Daredevil #25 with Kate (and Dan)

::Dan hops around the office in shiny shorts and Everlast boxing gloves, floating like a wounded duck, stinging like week-old sweat socks::

K: What’s up there, Sugar Ray?

D: …left jab, right cross…That’s right…left jab, right cross…

K: Nice form, Muhammad Ali. Dare I ask what you’re up to this time?

D: Working on the ol’ footwork here. ::dance, dance, tangle, fall:: … DAMNIT!

K: ::hands on hips, taps foot:: I ask you again, Rocky. What are you up to?

D: ::pulls out DAREDEVIL #25 from pocket of silk robe:: All good “Men Without Fear” are down with the sweet science. Me, I just tend to fall down.

K: Daredevil, eh? I do seem to recall Ben Affleck and Jennifer Garner on the big screen. I don’t see how a comic book could be better than Ben’s buns in red pleather. But I’ll give it a go, I guess.

….

K: Things don’t look good for Mr. Matt Murdock. It’s never a good sign when the hero is lying at the feet of a bad guy on the cover of the hero’s book.

D: Life hasn’t ever really gone Daredevil’s way. As a young boy, radioactive chemicals spill on his face and cause him to go blind. His dad, a boxer, is killed after he refuses to throw a fight for The Mob. He’s lucky to be a good-looking lawyer and the ladies love him. ::buffs fingernails on collar:: Just like me.

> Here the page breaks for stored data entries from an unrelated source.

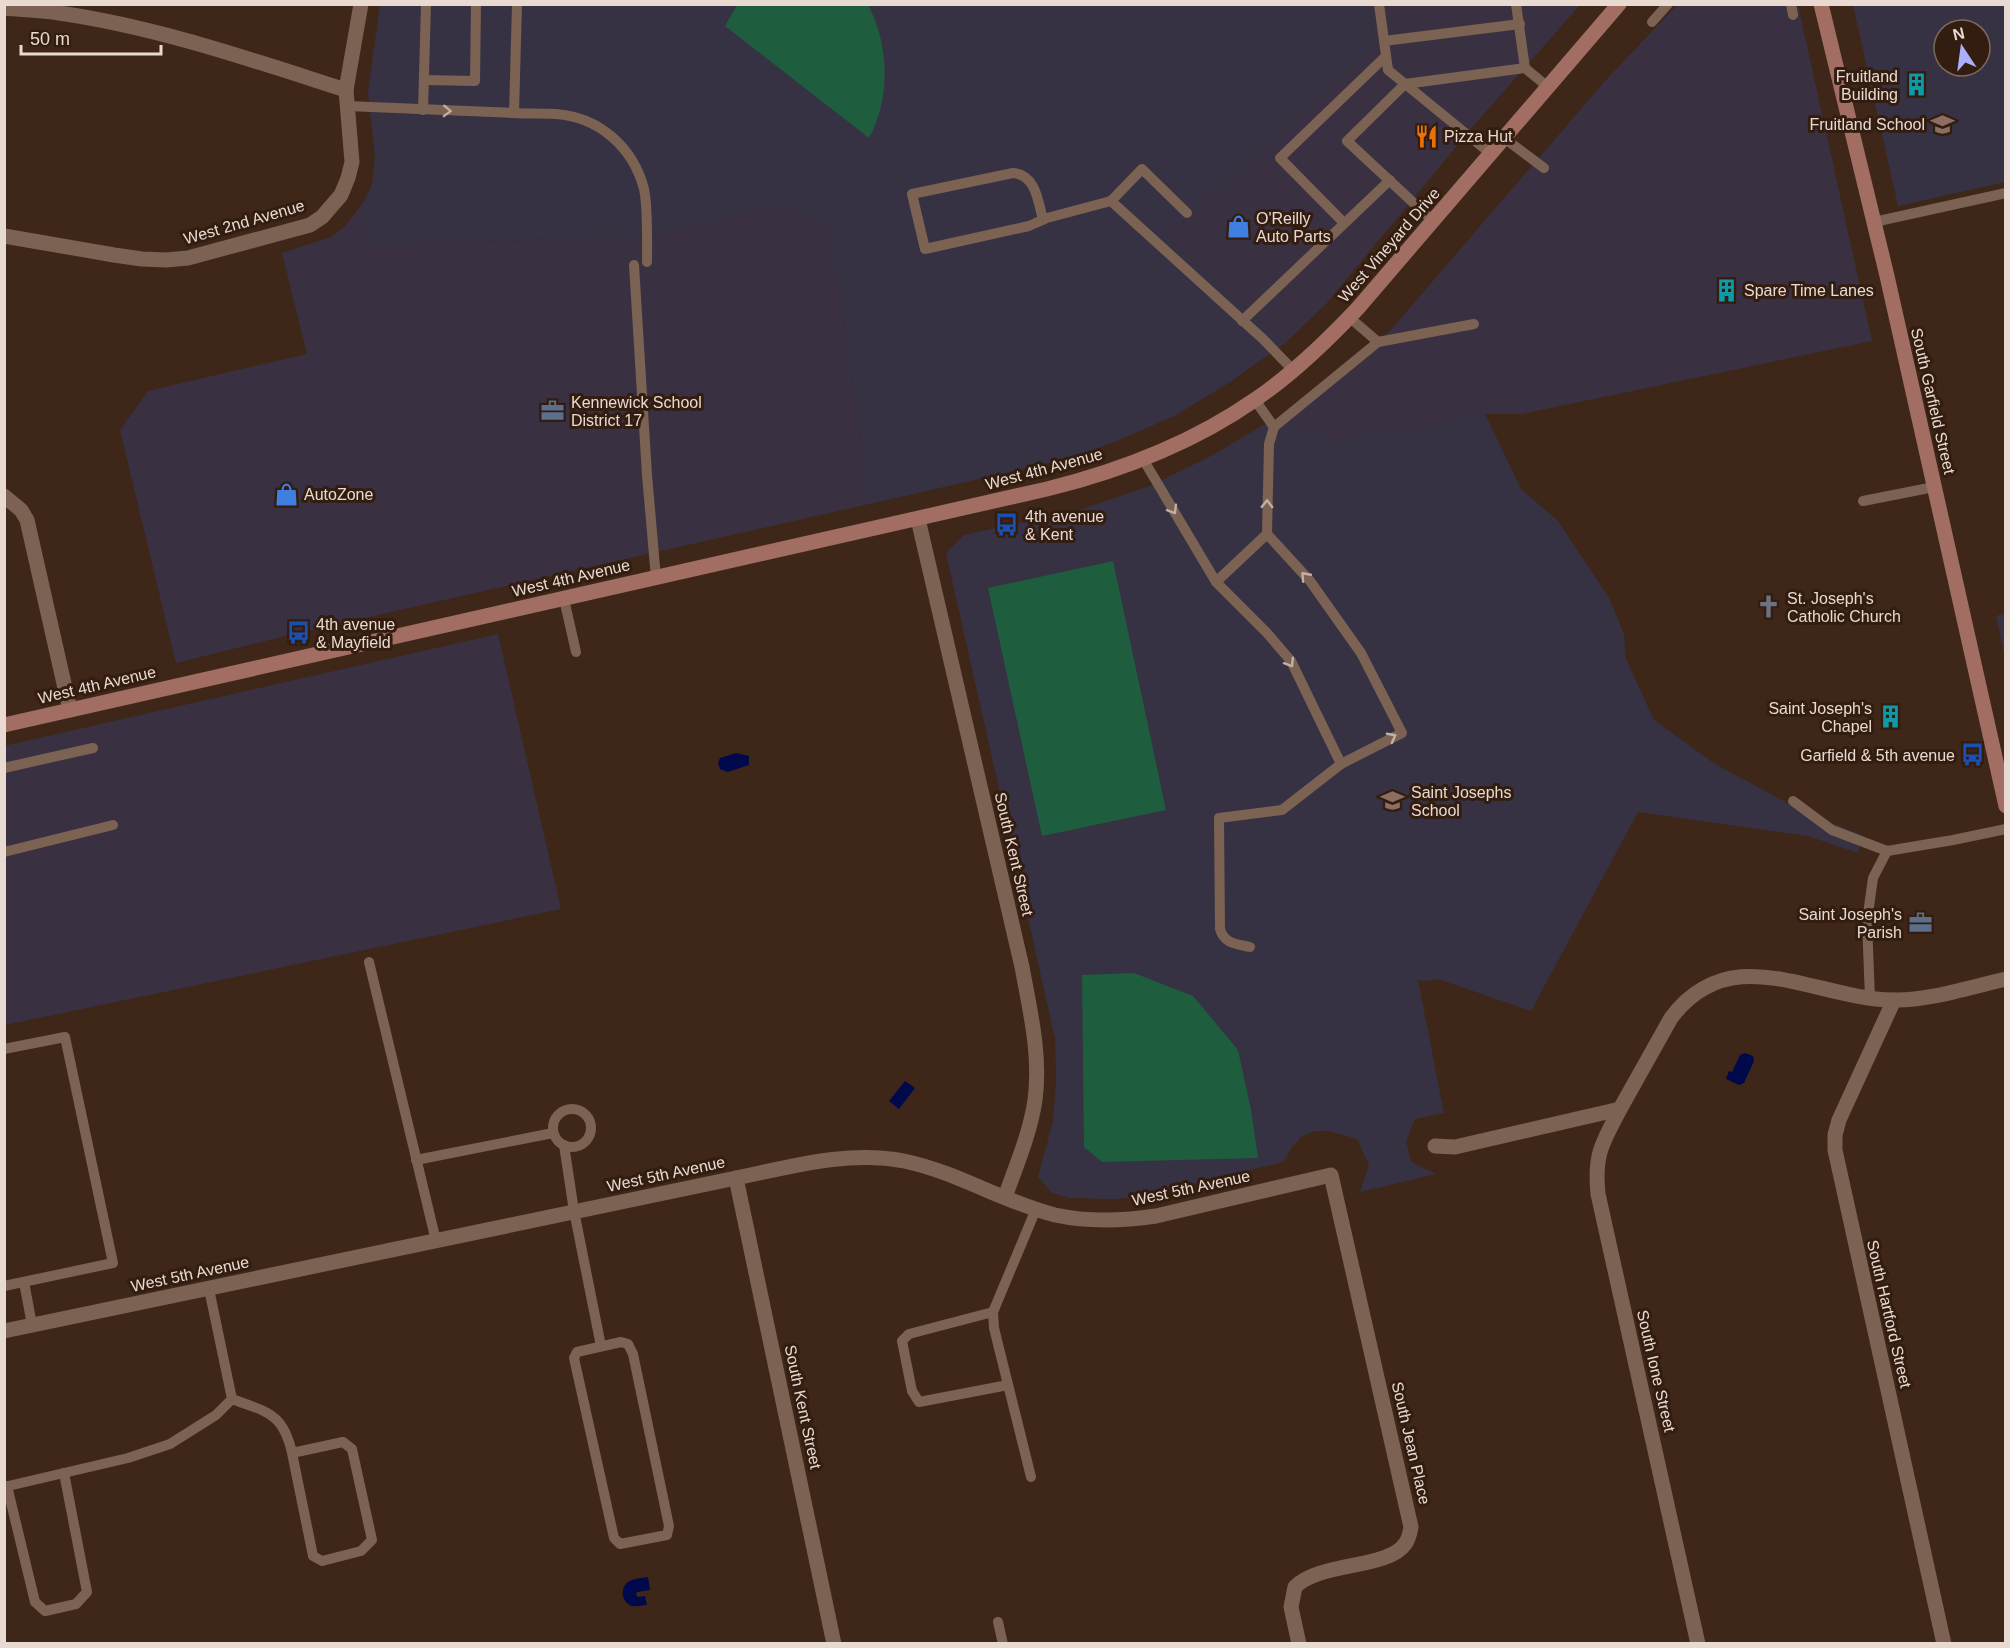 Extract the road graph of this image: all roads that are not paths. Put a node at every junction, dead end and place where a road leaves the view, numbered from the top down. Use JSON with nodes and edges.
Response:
{"nodes":[{"id":1,"x":361,"y":4,"type":"edge"},
{"id":2,"x":426,"y":4,"type":"edge"},
{"id":3,"x":477,"y":4,"type":"edge"},
{"id":4,"x":517,"y":4,"type":"edge"},
{"id":5,"x":1379,"y":4,"type":"edge"},
{"id":6,"x":1516,"y":4,"type":"edge"},
{"id":7,"x":1619,"y":4,"type":"edge"},
{"id":8,"x":1668,"y":4,"type":"edge"},
{"id":9,"x":1821,"y":4,"type":"edge"},
{"id":10,"x":4,"y":8,"type":"edge"},
{"id":11,"x":59,"y":8,"type":"edge"},
{"id":12,"x":1652,"y":22,"type":"dead end"},
{"id":13,"x":1520,"y":24,"type":"junction"},
{"id":14,"x":1384,"y":41,"type":"junction"},
{"id":15,"x":1386,"y":56,"type":"junction"},
{"id":16,"x":1525,"y":68,"type":"junction"},
{"id":17,"x":424,"y":80,"type":"junction"},
{"id":18,"x":1405,"y":84,"type":"junction"},
{"id":19,"x":1548,"y":87,"type":"junction"},
{"id":20,"x":346,"y":90,"type":"junction"},
{"id":21,"x":346,"y":106,"type":"junction"},
{"id":22,"x":423,"y":110,"type":"junction"},
{"id":23,"x":514,"y":113,"type":"junction"},
{"id":24,"x":1504,"y":138,"type":"junction"},
{"id":25,"x":1491,"y":154,"type":"junction"},
{"id":26,"x":1544,"y":168,"type":"dead end"},
{"id":27,"x":1390,"y":180,"type":"junction"},
{"id":28,"x":2006,"y":193,"type":"edge"},
{"id":29,"x":1111,"y":201,"type":"junction"},
{"id":30,"x":1187,"y":213,"type":"dead end"},
{"id":31,"x":1043,"y":220,"type":"junction"},
{"id":32,"x":1432,"y":221,"type":"junction"},
{"id":33,"x":1874,"y":222,"type":"junction"},
{"id":34,"x":1344,"y":224,"type":"junction"},
{"id":35,"x":4,"y":236,"type":"edge"},
{"id":36,"x":647,"y":262,"type":"dead end"},
{"id":37,"x":634,"y":265,"type":"dead end"},
{"id":38,"x":1349,"y":317,"type":"junction"},
{"id":39,"x":1242,"y":321,"type":"junction"},
{"id":40,"x":1474,"y":324,"type":"dead end"},
{"id":41,"x":1378,"y":342,"type":"junction"},
{"id":42,"x":1293,"y":370,"type":"junction"},
{"id":43,"x":1255,"y":400,"type":"junction"},
{"id":44,"x":1274,"y":427,"type":"junction"},
{"id":45,"x":1143,"y":459,"type":"junction"},
{"id":46,"x":1934,"y":487,"type":"junction"},
{"id":47,"x":7,"y":497,"type":"edge"},
{"id":48,"x":1863,"y":501,"type":"dead end"},
{"id":49,"x":918,"y":519,"type":"junction"},
{"id":50,"x":1267,"y":534,"type":"junction"},
{"id":51,"x":656,"y":578,"type":"junction"},
{"id":52,"x":1216,"y":582,"type":"junction"},
{"id":53,"x":564,"y":599,"type":"junction"},
{"id":54,"x":576,"y":652,"type":"dead end"},
{"id":55,"x":70,"y":710,"type":"junction"},
{"id":56,"x":4,"y":725,"type":"edge"},
{"id":57,"x":93,"y":748,"type":"dead end"},
{"id":58,"x":1341,"y":764,"type":"junction"},
{"id":59,"x":4,"y":768,"type":"edge"},
{"id":60,"x":1793,"y":801,"type":"dead end"},
{"id":61,"x":2005,"y":801,"type":"edge"},
{"id":62,"x":112,"y":825,"type":"dead end"},
{"id":63,"x":2006,"y":829,"type":"edge"},
{"id":64,"x":1887,"y":851,"type":"junction"},
{"id":65,"x":4,"y":852,"type":"edge"},
{"id":66,"x":1250,"y":947,"type":"dead end"},
{"id":67,"x":369,"y":962,"type":"dead end"},
{"id":68,"x":2006,"y":979,"type":"edge"},
{"id":69,"x":1870,"y":999,"type":"junction"},
{"id":70,"x":1894,"y":1000,"type":"junction"},
{"id":71,"x":4,"y":1049,"type":"edge"},
{"id":72,"x":1620,"y":1109,"type":"junction"},
{"id":73,"x":553,"y":1133,"type":"junction"},
{"id":74,"x":564,"y":1145,"type":"junction"},
{"id":75,"x":1435,"y":1146,"type":"dead end"},
{"id":76,"x":416,"y":1160,"type":"junction"},
{"id":77,"x":1331,"y":1175,"type":"joint"},
{"id":78,"x":736,"y":1178,"type":"junction"},
{"id":79,"x":1005,"y":1197,"type":"junction"},
{"id":80,"x":1036,"y":1209,"type":"junction"},
{"id":81,"x":574,"y":1212,"type":"junction"},
{"id":82,"x":436,"y":1241,"type":"junction"},
{"id":83,"x":24,"y":1282,"type":"junction"},
{"id":84,"x":4,"y":1286,"type":"edge"},
{"id":85,"x":209,"y":1288,"type":"junction"},
{"id":86,"x":993,"y":1312,"type":"junction"},
{"id":87,"x":32,"y":1325,"type":"junction"},
{"id":88,"x":4,"y":1331,"type":"edge"},
{"id":89,"x":601,"y":1346,"type":"junction"},
{"id":90,"x":1008,"y":1385,"type":"junction"},
{"id":91,"x":232,"y":1399,"type":"junction"},
{"id":92,"x":292,"y":1453,"type":"junction"},
{"id":93,"x":64,"y":1473,"type":"junction"},
{"id":94,"x":1031,"y":1477,"type":"dead end"},
{"id":95,"x":6,"y":1486,"type":"edge"},
{"id":96,"x":998,"y":1622,"type":"dead end"},
{"id":97,"x":834,"y":1644,"type":"edge"},
{"id":98,"x":1003,"y":1644,"type":"edge"},
{"id":99,"x":1299,"y":1644,"type":"edge"},
{"id":100,"x":1698,"y":1644,"type":"edge"},
{"id":101,"x":1944,"y":1644,"type":"edge"}],
"edges":[{"from":1,"to":20,"type":"street"},
{"from":2,"to":17,"type":"lane"},
{"from":3,"to":17,"type":"lane"},
{"from":4,"to":23,"type":"lane"},
{"from":5,"to":14,"type":"lane"},
{"from":6,"to":13,"type":"lane"},
{"from":7,"to":19,"type":"main road","name":"West Vineyard Drive"},
{"from":8,"to":12,"type":"lane"},
{"from":9,"to":33,"type":"main road","name":"South Garfield Street"},
{"from":10,"to":11,"type":"street"},
{"from":11,"to":20,"type":"street"},
{"from":13,"to":14,"type":"lane"},
{"from":13,"to":16,"type":"lane"},
{"from":14,"to":15,"type":"lane"},
{"from":15,"to":18,"type":"lane"},
{"from":15,"to":34,"type":"lane"},
{"from":16,"to":18,"type":"lane"},
{"from":16,"to":19,"type":"lane"},
{"from":17,"to":22,"type":"lane"},
{"from":18,"to":25,"type":"lane"},
{"from":18,"to":27,"type":"lane"},
{"from":19,"to":24,"type":"main road","name":"West Vineyard Drive"},
{"from":20,"to":21,"type":"street"},
{"from":21,"to":22,"type":"lane"},
{"from":21,"to":35,"type":"street","name":"West 2nd Avenue"},
{"from":22,"to":23,"type":"lane","one_way":true},
{"from":23,"to":36,"type":"lane"},
{"from":24,"to":25,"type":"main road","name":"West Vineyard Drive"},
{"from":24,"to":26,"type":"lane"},
{"from":25,"to":32,"type":"main road","name":"West Vineyard Drive"},
{"from":27,"to":32,"type":"lane"},
{"from":27,"to":34,"type":"lane"},
{"from":28,"to":33,"type":"lane"},
{"from":29,"to":30,"type":"lane"},
{"from":29,"to":31,"type":"lane"},
{"from":29,"to":39,"type":"lane"},
{"from":31,"to":31,"type":"lane"},
{"from":32,"to":38,"type":"main road","name":"West Vineyard Drive"},
{"from":33,"to":46,"type":"main road","name":"South Garfield Street"},
{"from":34,"to":39,"type":"lane"},
{"from":37,"to":51,"type":"lane"},
{"from":38,"to":41,"type":"lane"},
{"from":38,"to":42,"type":"main road","name":"West Vineyard Drive"},
{"from":39,"to":42,"type":"lane"},
{"from":40,"to":41,"type":"lane"},
{"from":41,"to":44,"type":"lane"},
{"from":42,"to":43,"type":"main road","name":"West Vineyard Drive"},
{"from":43,"to":44,"type":"lane"},
{"from":43,"to":45,"type":"main road","name":"West Vineyard Drive"},
{"from":50,"to":44,"type":"lane","one_way":true},
{"from":45,"to":49,"type":"main road","name":"West 4th Avenue"},
{"from":45,"to":52,"type":"lane","one_way":true},
{"from":46,"to":48,"type":"lane"},
{"from":46,"to":61,"type":"main road","name":"South Garfield Street"},
{"from":47,"to":55,"type":"street"},
{"from":49,"to":51,"type":"main road","name":"West 4th Avenue"},
{"from":49,"to":79,"type":"street","name":"South Kent Street"},
{"from":50,"to":52,"type":"lane"},
{"from":58,"to":50,"type":"lane","one_way":true},
{"from":51,"to":53,"type":"main road","name":"West 4th Avenue"},
{"from":52,"to":58,"type":"lane","one_way":true},
{"from":53,"to":54,"type":"lane"},
{"from":53,"to":55,"type":"main road","name":"West 4th Avenue"},
{"from":55,"to":56,"type":"main road","name":"West 4th Avenue"},
{"from":57,"to":59,"type":"lane"},
{"from":58,"to":66,"type":"lane"},
{"from":60,"to":64,"type":"lane"},
{"from":62,"to":65,"type":"lane"},
{"from":63,"to":64,"type":"lane"},
{"from":64,"to":69,"type":"lane"},
{"from":67,"to":76,"type":"lane"},
{"from":68,"to":70,"type":"street"},
{"from":69,"to":70,"type":"street"},
{"from":69,"to":72,"type":"street"},
{"from":70,"to":101,"type":"street","name":"South Hartford Street"},
{"from":71,"to":83,"type":"lane"},
{"from":72,"to":75,"type":"street"},
{"from":72,"to":100,"type":"street","name":"South Ione Street"},
{"from":73,"to":74,"type":"lane"},
{"from":73,"to":74,"type":"lane"},
{"from":73,"to":76,"type":"lane"},
{"from":74,"to":81,"type":"lane"},
{"from":76,"to":82,"type":"lane"},
{"from":77,"to":80,"type":"street","name":"West 5th Avenue"},
{"from":77,"to":99,"type":"street","name":"South Jean Place"},
{"from":78,"to":79,"type":"street","name":"West 5th Avenue"},
{"from":78,"to":81,"type":"street","name":"West 5th Avenue"},
{"from":78,"to":97,"type":"street","name":"South Kent Street"},
{"from":79,"to":80,"type":"street","name":"West 5th Avenue"},
{"from":80,"to":86,"type":"lane"},
{"from":81,"to":82,"type":"street","name":"West 5th Avenue"},
{"from":81,"to":89,"type":"lane"},
{"from":82,"to":85,"type":"street","name":"West 5th Avenue"},
{"from":83,"to":84,"type":"lane"},
{"from":83,"to":87,"type":"lane"},
{"from":85,"to":87,"type":"street","name":"West 5th Avenue"},
{"from":85,"to":91,"type":"lane"},
{"from":86,"to":90,"type":"lane"},
{"from":86,"to":90,"type":"lane"},
{"from":87,"to":88,"type":"street","name":"West 5th Avenue"},
{"from":89,"to":89,"type":"lane"},
{"from":90,"to":94,"type":"lane"},
{"from":91,"to":92,"type":"lane"},
{"from":91,"to":93,"type":"lane"},
{"from":92,"to":92,"type":"lane"},
{"from":93,"to":95,"type":"lane"},
{"from":93,"to":95,"type":"lane"},
{"from":96,"to":98,"type":"lane"}]}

K: ::rolls eyes:: Whatever, Mr. Short-Skinny-And-Not-A-Lawyer.

D: On top of all of his troubles, awhile back the press revealed that Matt Murdock and Daredevil are the same guy.

K: Like Jesse Ventura says, “Jackals”.

D: It’s kind of hard to have a secret identity when everyone knows who you really are. Now Murdock in on a mission to convince the city of New York that he isn’t Daredevil. He even has a t-shirt that reads, “I’m not Daredevil”.

K: No one believes him, right? He didn’t develop the old brainwashing kiss, like in Superman II?

D: Nope. Still blind with all of his other senses enhanced. In DAREDEVIL #25, Murdock is lead knowingly into a trap. He knows someone is out there attempting to recreate the chemical slop that robbed him of his sight, while heightening his other senses to superhuman degrees.

K: You sound like such a goof.

D: QUIET! The trap leads to the introduction of the new ninja villain, Ikari.

K: “Japanese for fury.”

D: It was a pretty sweet line.

K: The villain is introduced fairly early in the story. The rest of the issue is a pretty badass fight. Usually I’m kind of bored by book-length donnybrooks, but this tussle held my attention pretty well.

D: That’s because Mark Waid is writing this run of Daredevil. Waid has long been acknowledged as a master storyteller. He injects a human touch into the most fantastic stories, letting the reader become emotionally attached to these stories of wonder and awe. (Oh man. I kinda DO sound like a goof!) Also, you can tell he just really loves comics.

K: I was really digging the pictures.

D: Gotta have good pictures!

K: Chris Samnee is one of the few artists I can identify just by paging through a comic. His work has a neat shadowy-quality that is just great to look at. This issue really showcases his skills as a fight choreographer. As the battle between Daredevil and Ikari gets more and more intense, Samnee gets more and more brutal.

D: Can’t look away?

K: Can’t look away.

D: Add in the psychological warfare that Ikari adds by wearing Matt’s dead father’s fighting togs, and this fight becomes even more intense.

K: So what do you think is most responsible for making this such a great comic: the pitch-perfect writing or the spot-on art?

D: … left jab, right cross… left jab, right cross…

K: It is a perfect combination, isn’t it Joe Lewis? The bout between writer and artist may end in a draw, but the readers of DAREDEVIL are the real winners!